La F1 est revenue aux États-Unis en 2012, à Austin, et après plusieurs années de croissance au mieux lente, le sport a commencé à décoller avec la première en 2019 de la série documentaire de Netflix Formule 1 : Pilotes de leur destin, qui s’est avérée immensément populaire auprès des jeunes. Les courses de F1 ont connu une légère hausse de leur audience moyenne en direct aux États-Unis, qui a dépassé le million sur ESPN pour la première fois l’année dernière, et de nouvelles marques ont afflué, notamment T-Mobile, partenaire présentateur du GP de Las Vegas, qui sponsorise pour la première fois une course automobile. Liberty Media, qui a acheté la F1 pour 4,6 milliards de dollars en 2017, a appuyé sur l’accélérateur en poursuivant agressivement la croissance commerciale et en ajoutant des courses au calendrier, les États-Unis étant désormais le seul pays à en accueillir trois. Le sport a également institué un plafond de coûts en 2021 pour créer une plus grande parité entre les équipes les plus puissantes et les moins performantes.
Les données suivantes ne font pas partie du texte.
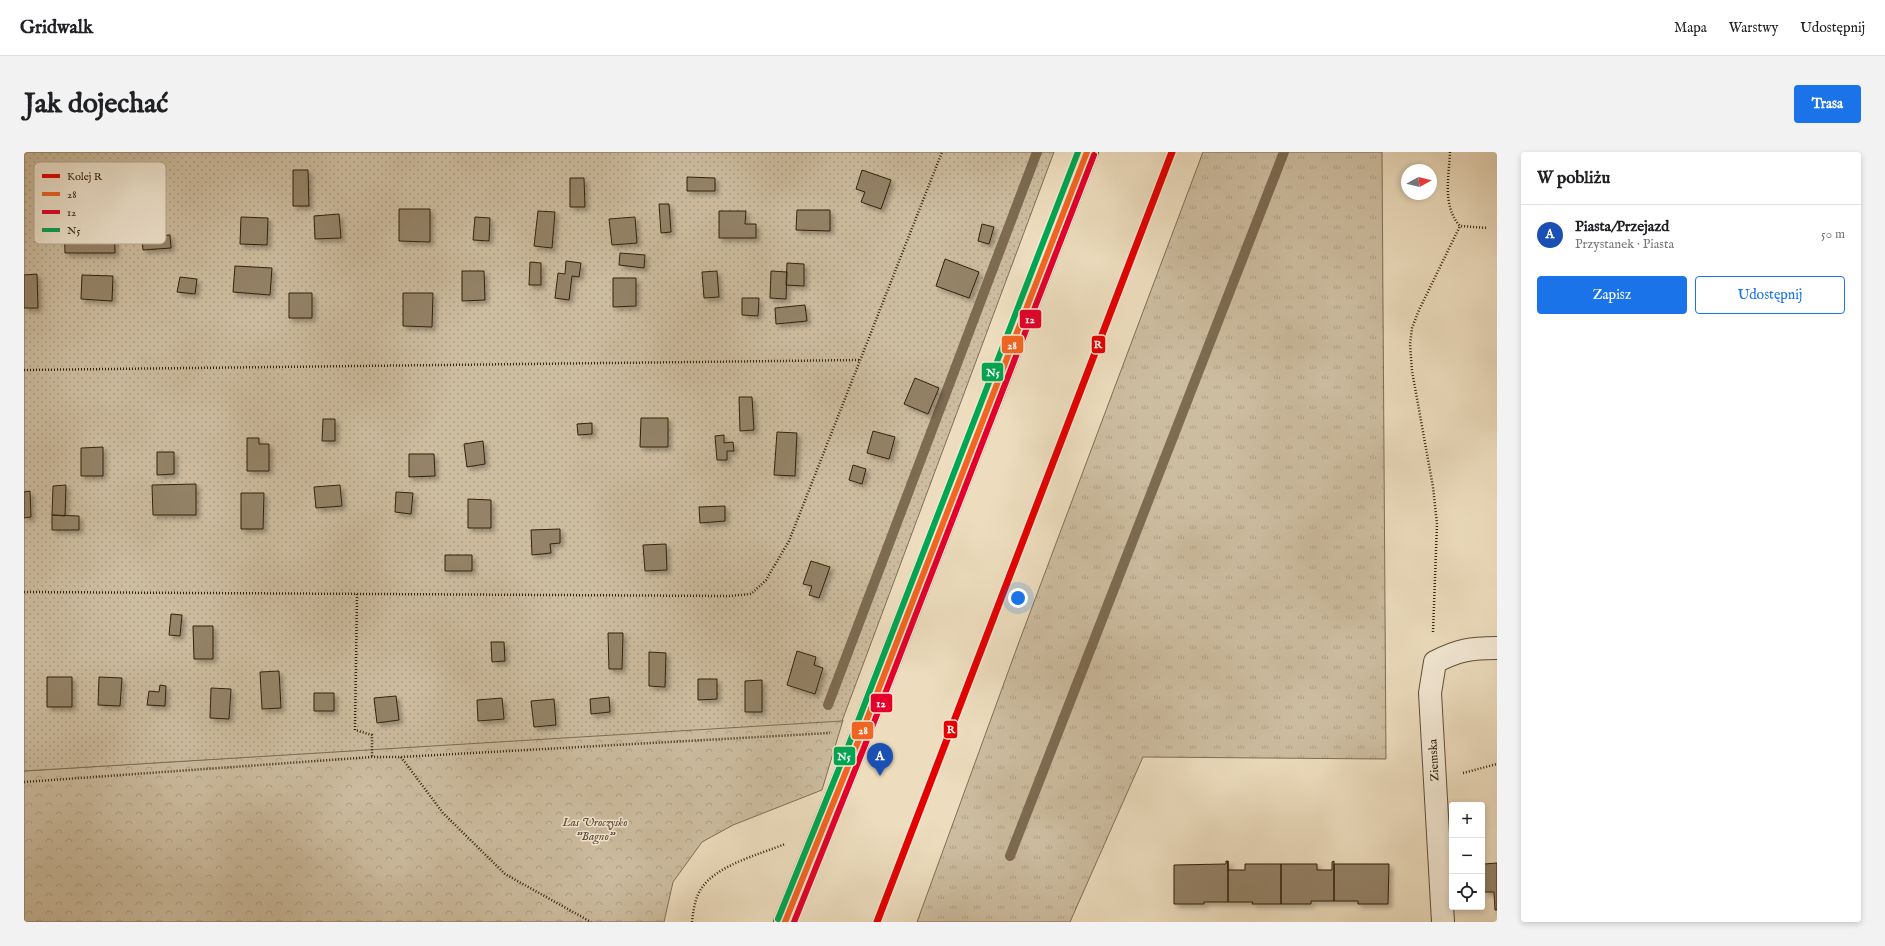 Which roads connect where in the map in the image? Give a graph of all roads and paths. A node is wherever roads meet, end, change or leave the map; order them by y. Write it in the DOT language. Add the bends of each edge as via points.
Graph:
graph roads {
  1 [pos="942,152"];
  2 [pos="1088,152"];
  3 [pos="1450,152"];
  4 [pos="1460,226"];
  5 [pos="1488,228"];
  6 [pos="860,360"];
  7 [pos="24,370"];
  8 [pos="24,592"];
  9 [pos="357,594"];
  10 [pos="1497,648"];
  11 [pos="1435,662"];
  12 [pos="862,732"];
  13 [pos="372,757"];
  14 [pos="401,757"];
  15 [pos="1497,764"];
  16 [pos="1460,774"];
  17 [pos="24,782"];
  18 [pos="823,829"];
  19 [pos="591,922"];
  20 [pos="692,922"];
  21 [pos="786,922"];
  22 [pos="1442,922"];
  1 -- 6 [label="path"];
  2 -- 12 [label="street"];
  3 -- 4 [label="path" via="1450,208 1454,220"];
  4 -- 5 [label="path"];
  4 -- 11 [label="path" via="1419,310 1412,328 1410,344 1412,371 1437,524 1433,620"];
  6 -- 7 [label="path"];
  6 -- 9 [label="path" via="789,540 766,580 751,594"];
  8 -- 9 [label="path"];
  9 -- 13 [label="path" via="355,730 372,735"];
  10 -- 11 [label="street" via="1454,652"];
  11 -- 22 [label="street, Ziemska" via="1430,693"];
  12 -- 14 [label="path"];
  12 -- 18 [label="street"];
  13 -- 14 [label="path"];
  13 -- 17 [label="path"];
  14 -- 19 [label="path" via="443,813 505,874"];
  15 -- 16 [label="path"];
  18 -- 20 [label="path" via="733,864 714,876 701,889"];
  18 -- 21 [label="street"];
}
Les puristes de la course se sont montrés réticents face à certains changements. Par exemple, lorsque Greg Maffei a déclaré en 2018 que la F1 avait pour but de « vendre du glamour et des fêtes », Toto Wolff a répliqué que ce sport « n’était pas une chaîne de téléachat ». Cependant, il est difficile de contester les résultats. La capitalisation boursière de la F1 dépasse désormais les 15 milliards de dollars, et ses dix équipes valent en moyenne 1,9 milliard de dollars, selon les estimations de Forbes, soit une hausse de 276 % par rapport aux 500 millions de dollars de 2019. Les écuries Ferrari(3,9 milliards de dollars) et Mercedes (3,8 milliards de dollars) figurent désormais parmi les équipes les plus précieuses au monde, tous sports confondus. Aujourd’hui, explique Toto Wolff à Forbes, « l’intérêt et l’enthousiasme pour la F1 sont sans précédent aux États-Unis, et la popularité s’est accrue ces dernières années à un niveau que je ne pensais pas possible ».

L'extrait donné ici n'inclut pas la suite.